• _YOUR TASK_: Restate word for word each line of the data, starting at the one containing "middle tip: (728, 349)" and running through the last.
SOURCE MATERIAL START
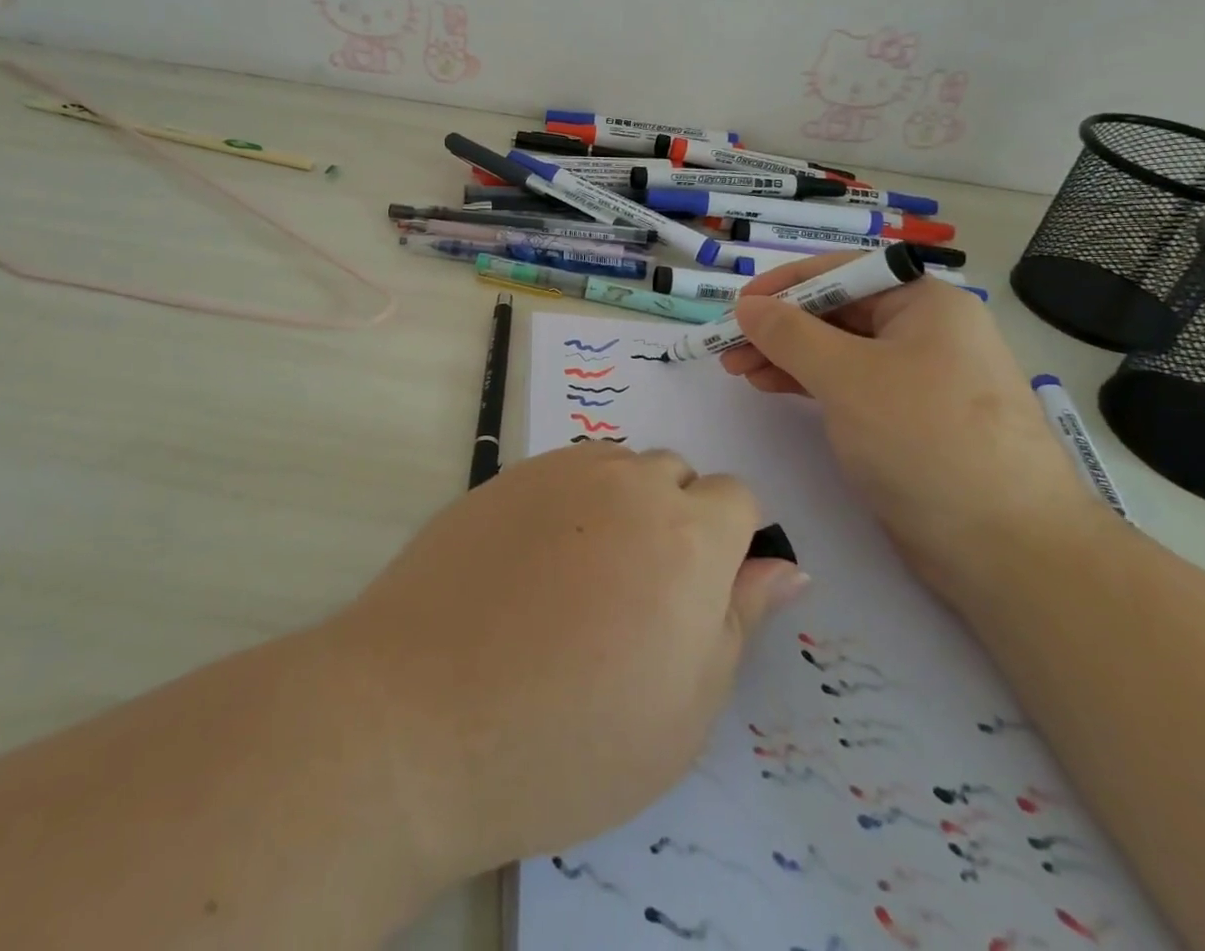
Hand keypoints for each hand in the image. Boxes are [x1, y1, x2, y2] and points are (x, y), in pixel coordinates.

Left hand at [329, 443, 808, 885]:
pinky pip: (563, 472)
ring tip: (583, 581)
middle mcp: (627, 482)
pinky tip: (534, 565)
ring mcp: (559, 472)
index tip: (701, 596)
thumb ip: (740, 620)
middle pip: (676, 476)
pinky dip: (569, 503)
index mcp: (687, 534)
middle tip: (638, 598)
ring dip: (622, 507)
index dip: (730, 544)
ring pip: (618, 468)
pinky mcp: (504, 476)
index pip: (737, 498)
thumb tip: (784, 566)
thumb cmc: (570, 737)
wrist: (421, 716)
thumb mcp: (685, 708)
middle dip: (676, 521)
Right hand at [725, 255, 1098, 601]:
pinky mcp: (911, 419)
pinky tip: (774, 387)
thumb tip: (747, 305)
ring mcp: (920, 377)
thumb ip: (789, 334)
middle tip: (728, 349)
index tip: (737, 307)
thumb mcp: (847, 377)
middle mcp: (926, 331)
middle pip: (837, 312)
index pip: (842, 273)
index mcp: (924, 303)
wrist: (1008, 548)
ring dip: (787, 356)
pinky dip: (809, 383)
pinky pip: (850, 384)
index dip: (784, 286)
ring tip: (739, 371)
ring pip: (839, 351)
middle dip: (779, 327)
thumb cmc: (925, 440)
SOURCE MATERIAL END
• _RESPONSE_:
middle tip: (728, 349)
index tip: (737, 307)
thumb mcp: (847, 377)
middle mcp: (926, 331)
middle pip: (837, 312)
index pip: (842, 273)
index mcp: (924, 303)
wrist: (1008, 548)
ring dip: (787, 356)
pinky dip: (809, 383)
pinky pip: (850, 384)
index dip: (784, 286)
ring tip: (739, 371)
ring pip: (839, 351)
middle dip: (779, 327)
thumb cmc: (925, 440)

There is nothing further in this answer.